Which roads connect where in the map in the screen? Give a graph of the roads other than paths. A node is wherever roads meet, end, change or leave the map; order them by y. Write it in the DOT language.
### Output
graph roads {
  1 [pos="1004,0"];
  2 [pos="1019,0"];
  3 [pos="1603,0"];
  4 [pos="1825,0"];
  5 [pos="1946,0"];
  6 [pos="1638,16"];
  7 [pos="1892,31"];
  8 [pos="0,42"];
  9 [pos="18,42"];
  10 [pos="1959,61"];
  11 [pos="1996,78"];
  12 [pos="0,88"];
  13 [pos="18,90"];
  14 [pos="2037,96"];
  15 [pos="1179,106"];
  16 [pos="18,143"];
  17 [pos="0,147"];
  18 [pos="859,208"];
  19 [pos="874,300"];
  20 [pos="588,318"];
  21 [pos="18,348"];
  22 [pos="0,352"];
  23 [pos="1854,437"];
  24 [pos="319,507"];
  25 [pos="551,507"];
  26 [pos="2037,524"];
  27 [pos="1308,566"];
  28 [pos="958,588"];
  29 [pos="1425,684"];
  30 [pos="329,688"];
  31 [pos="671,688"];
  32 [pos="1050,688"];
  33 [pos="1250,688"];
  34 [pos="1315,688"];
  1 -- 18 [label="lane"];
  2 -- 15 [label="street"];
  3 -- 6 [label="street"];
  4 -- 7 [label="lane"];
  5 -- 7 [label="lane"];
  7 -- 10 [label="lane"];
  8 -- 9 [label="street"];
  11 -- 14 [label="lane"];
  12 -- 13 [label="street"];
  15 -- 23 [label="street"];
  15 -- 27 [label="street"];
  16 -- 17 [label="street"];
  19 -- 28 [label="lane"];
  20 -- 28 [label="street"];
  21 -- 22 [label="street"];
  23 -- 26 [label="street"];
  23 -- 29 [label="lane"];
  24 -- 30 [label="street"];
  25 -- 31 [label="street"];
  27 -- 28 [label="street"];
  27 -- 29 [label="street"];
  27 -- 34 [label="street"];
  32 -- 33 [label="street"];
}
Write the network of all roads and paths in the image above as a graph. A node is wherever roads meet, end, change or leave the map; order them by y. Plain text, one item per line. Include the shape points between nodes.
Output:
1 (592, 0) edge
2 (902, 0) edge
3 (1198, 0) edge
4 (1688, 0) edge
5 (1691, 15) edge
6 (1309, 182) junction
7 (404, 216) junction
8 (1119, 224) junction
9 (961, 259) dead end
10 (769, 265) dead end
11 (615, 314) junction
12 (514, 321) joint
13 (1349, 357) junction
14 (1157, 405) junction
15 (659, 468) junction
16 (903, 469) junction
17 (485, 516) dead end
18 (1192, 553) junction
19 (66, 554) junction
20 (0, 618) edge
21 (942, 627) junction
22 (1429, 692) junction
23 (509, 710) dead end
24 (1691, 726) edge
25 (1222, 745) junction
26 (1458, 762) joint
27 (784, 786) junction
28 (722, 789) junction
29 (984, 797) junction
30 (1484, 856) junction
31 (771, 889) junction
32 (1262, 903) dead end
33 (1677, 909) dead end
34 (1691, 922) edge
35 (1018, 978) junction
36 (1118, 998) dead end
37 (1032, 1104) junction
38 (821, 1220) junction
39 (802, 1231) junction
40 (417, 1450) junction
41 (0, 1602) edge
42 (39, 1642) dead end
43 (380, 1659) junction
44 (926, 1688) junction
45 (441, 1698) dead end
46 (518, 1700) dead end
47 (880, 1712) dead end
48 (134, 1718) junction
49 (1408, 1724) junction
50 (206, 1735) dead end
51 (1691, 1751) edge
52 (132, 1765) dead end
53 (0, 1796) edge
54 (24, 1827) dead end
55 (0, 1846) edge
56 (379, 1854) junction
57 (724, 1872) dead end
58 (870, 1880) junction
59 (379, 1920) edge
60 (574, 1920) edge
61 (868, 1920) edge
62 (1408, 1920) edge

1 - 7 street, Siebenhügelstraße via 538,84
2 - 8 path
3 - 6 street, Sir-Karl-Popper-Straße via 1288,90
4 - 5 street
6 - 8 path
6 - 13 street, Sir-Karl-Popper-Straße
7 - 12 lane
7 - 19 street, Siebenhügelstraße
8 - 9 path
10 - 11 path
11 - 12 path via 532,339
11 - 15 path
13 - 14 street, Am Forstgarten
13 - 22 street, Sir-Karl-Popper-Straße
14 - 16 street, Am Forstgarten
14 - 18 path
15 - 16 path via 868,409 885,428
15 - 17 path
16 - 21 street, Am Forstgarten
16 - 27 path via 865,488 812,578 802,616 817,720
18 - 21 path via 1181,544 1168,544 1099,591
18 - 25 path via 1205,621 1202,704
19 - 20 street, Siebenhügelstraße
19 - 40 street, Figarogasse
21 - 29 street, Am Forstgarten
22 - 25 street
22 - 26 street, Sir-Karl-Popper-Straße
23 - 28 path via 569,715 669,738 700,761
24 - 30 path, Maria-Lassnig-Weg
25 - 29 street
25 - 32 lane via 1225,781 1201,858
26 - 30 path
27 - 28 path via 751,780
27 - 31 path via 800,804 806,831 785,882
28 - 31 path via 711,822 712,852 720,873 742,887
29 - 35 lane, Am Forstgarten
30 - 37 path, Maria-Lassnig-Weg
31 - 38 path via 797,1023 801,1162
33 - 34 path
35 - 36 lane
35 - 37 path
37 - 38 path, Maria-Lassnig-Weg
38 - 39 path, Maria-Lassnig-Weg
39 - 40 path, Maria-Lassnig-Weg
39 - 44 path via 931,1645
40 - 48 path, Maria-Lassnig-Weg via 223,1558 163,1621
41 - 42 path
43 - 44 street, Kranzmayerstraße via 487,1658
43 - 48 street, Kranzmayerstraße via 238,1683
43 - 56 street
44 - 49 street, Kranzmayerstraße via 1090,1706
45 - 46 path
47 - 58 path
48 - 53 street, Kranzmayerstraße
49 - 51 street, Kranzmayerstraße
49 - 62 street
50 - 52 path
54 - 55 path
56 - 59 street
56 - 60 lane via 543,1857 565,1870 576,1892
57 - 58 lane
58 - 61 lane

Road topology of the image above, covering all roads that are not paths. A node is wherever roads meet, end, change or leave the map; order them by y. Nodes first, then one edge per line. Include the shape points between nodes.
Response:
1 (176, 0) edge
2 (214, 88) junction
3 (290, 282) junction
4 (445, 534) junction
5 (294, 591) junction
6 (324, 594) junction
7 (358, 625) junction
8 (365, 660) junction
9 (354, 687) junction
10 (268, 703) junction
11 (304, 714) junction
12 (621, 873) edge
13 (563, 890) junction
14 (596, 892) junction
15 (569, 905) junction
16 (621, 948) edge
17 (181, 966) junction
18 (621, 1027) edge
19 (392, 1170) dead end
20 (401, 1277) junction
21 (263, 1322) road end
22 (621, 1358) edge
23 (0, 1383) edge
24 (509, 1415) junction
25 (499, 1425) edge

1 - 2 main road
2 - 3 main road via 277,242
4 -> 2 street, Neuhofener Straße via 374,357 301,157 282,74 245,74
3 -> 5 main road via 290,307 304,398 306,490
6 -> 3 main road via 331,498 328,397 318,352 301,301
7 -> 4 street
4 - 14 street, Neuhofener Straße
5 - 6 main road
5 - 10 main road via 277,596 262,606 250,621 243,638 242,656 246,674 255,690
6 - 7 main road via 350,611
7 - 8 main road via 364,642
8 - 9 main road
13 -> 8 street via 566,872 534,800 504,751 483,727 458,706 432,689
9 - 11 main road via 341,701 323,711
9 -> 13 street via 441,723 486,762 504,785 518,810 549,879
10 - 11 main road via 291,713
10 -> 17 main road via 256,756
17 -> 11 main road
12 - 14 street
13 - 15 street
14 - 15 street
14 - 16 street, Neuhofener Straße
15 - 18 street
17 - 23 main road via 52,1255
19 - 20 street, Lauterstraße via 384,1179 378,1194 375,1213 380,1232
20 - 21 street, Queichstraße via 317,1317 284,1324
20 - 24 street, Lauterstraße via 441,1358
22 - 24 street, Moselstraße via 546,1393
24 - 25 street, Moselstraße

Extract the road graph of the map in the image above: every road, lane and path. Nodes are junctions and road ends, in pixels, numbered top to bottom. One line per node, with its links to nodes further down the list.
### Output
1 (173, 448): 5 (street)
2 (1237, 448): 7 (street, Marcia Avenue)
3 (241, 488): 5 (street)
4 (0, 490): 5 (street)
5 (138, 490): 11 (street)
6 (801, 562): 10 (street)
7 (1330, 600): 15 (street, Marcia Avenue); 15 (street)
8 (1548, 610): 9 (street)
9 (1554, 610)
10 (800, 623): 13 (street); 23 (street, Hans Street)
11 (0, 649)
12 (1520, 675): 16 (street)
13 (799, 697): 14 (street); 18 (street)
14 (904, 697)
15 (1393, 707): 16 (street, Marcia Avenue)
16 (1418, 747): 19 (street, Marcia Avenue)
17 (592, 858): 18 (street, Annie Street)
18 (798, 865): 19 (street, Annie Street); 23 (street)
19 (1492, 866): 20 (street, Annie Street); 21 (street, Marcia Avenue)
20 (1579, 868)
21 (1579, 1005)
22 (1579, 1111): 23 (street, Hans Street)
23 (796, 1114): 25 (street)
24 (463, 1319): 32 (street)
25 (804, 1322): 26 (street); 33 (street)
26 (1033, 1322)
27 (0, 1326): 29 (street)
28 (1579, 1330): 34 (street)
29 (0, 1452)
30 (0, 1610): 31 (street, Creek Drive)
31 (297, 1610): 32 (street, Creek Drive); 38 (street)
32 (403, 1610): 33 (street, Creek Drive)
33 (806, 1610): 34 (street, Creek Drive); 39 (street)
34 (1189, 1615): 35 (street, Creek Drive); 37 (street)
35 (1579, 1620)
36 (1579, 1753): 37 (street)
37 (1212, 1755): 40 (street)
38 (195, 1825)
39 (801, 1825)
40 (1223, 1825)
________________________________________
WHAT IS REQUIRED:
Collect the lines of the data that carry the word "nodes".

FINISHED EXERCISE:
Write the network of all roads and paths in the image above as a graph. A node is wherever roads meet, end, change or leave the map; order them by y. Plain text, one item per line. Include the shape points between nodes.
Road topology of the image above, covering all roads that are not paths. A node is wherever roads meet, end, change or leave the map; order them by y. Nodes first, then one edge per line. Include the shape points between nodes.
Extract the road graph of the map in the image above: every road, lane and path. Nodes are junctions and road ends, in pixels, numbered top to bottom. One line per node, with its links to nodes further down the list.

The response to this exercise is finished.